Quand on le retira de la caisse à oranges, dans le jardin où il était tombé, il avait cessé de vivre. »
Mac Phillip est recherché parce qu’il est « un assassin »:
« […] au mois d’octobre précédent, il avait tué le secrétaire de la section locale du Syndicat des fermiers pendant la grève des ouvriers agricoles à M… Depuis, il s’était caché dans les montagnes en compagnie d’individus recherchés par la police, brigands, criminels et réfugiés politiques. Une heure auparavant, il était arrivé à Dublin dans un train de marchandises dont le conducteur faisait partie de l’Organisation révolutionnaire à laquelle Mac Phillip appartenait lorsqu’il commit son crime. »
Gypo est son ami qu’il a chargé de transmettre des lettres à son père et sa mère et au Comité exécutif dirigé par le glacial Gallagher. Celui-ci a rejeté Mac Phillip du comité pour désaccord et il vient d’éjecter Gypo aussi. Mais Gypo va trahir son Frankie car une récompense de 20 livres est proposée à quiconque donnera de bonnes informations sur la cachette du fuyard. Gypo va trahir parce qu’il a faim, parce qu’il dort où il peut, souvent à la rue dans cette ville où semble tomber une pluie sans fin; Gypo va trahir aussi parce qu’il nourrit quelque rancœur contre son ami et parce que sa manière de réfléchir est celle d’un gros géant arrivé de sa ferme natale, portant encore en son cœur son père, sa mère, sa campagne…Gypo se rend à la police:
« Je viens réclamer la prime de vingt livres offerte par le Syndicat des fermiers pour des renseignements concernant le nommé Francis-Joseph Mac Phillip », dit-il d’une voix basse et profonde. »
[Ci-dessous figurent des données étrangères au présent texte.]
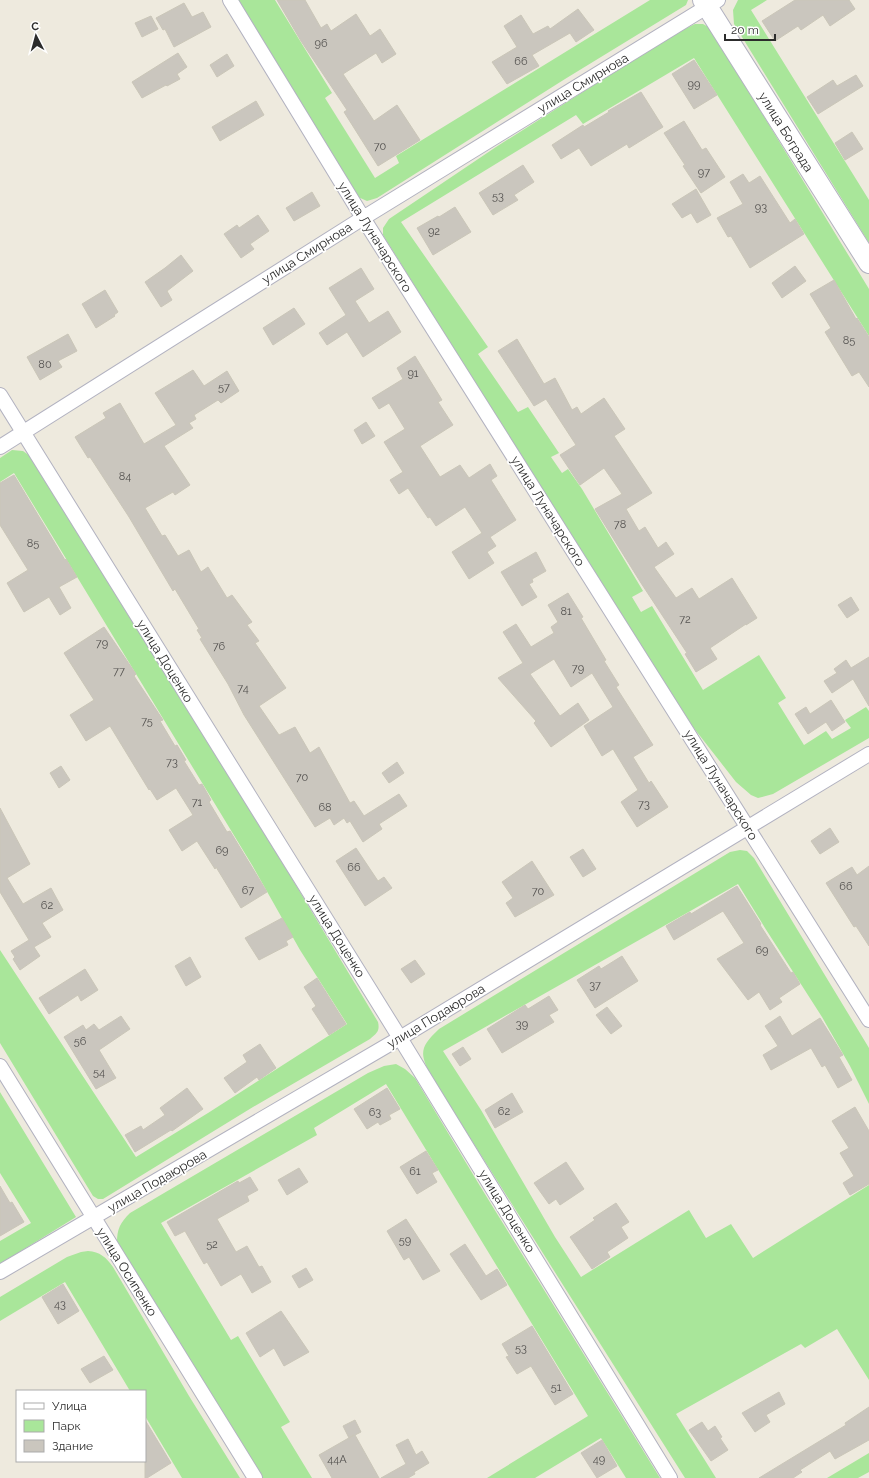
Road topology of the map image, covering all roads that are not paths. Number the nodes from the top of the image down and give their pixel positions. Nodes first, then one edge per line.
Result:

Et va alors commencer la descente aux enfers du colosse au tout petit chapeau, si content de pouvoir faire le grand seigneur avec ses 20 livres en poche, si content de pouvoir manger, boire, et fanfaronner devant son amie Katie qui si souvent l’a aidé. Même si la mort de son ami le chagrine, acculé comme il l’était il n’a pensé qu’à sa survie. Il va même se rendre à la veillée funèbre où la douleur de Madame Mac Phillip qui l’a souvent nourri lui fend le cœur. Et balourd, le cœur tendre et dur en alternance, Gypo se trahira lui-même. Il va se trahir aux yeux de l’Organisation. Gallagher veut savoir qui a dénoncé Mac Phillip. Il veut savoir car cet homme autoritaire ne supporte aucun écart. La trahison n’est pas admise, quelle qu’en soit la raison.
Gypo sera donc le personnage emblématique de la complexité des hommes face à certains choix dans ce roman remarquable avant tout pour la qualité des descriptions des lieux, des ambiances et des portraits humains tant physiques que psychologiques.
C’est là qu’excelle Liam O’Flaherty, dont la plume peut sembler un peu désuète, mais pourtant par le sens de l’image il arrive à capter l’attention. Peut-être aurait-il fallu tenter une nouvelle traduction ? Je n’en sais rien, Louis Postif était un grand traducteur. C’est juste la langue qui n’est plus la même. En tous cas, décor plein de vérité, comme cet hospice de nuit pour les sans abris:
« Cette salle était pleine de monde. Elle était meublée de longues tables et de bancs en bois blanc, comme un café populaire. Certaines tables étaient garnies de journaux, d’autres, de jeux de cartes, de dames ou de dominos. À toutes, des hommes étaient assis. Quelques-uns lisaient; d’autres jouaient. Cependant, la plupart restaient silencieux, les yeux perdus dans le vague, envisageant l’horreur de leur existence. ceux qui n’avaient pas pu trouver un siège se tenaient debout autour des tables et suivaient les péripéties des jeux, les mains dans les poches, le visage figé dans une indifférence stupide. […] Travailleurs irréguliers, criminels à l’occasion, vieillards déchus, ils possédaient une si faible notion du plan ordonné de la vie civilisée, de ses lois morales et de son horreur du crime qu’ils étaient incapables de sentir l’émotion que le meurtre soulève dans le cœur tendre de nos épouses et de nos sœurs. »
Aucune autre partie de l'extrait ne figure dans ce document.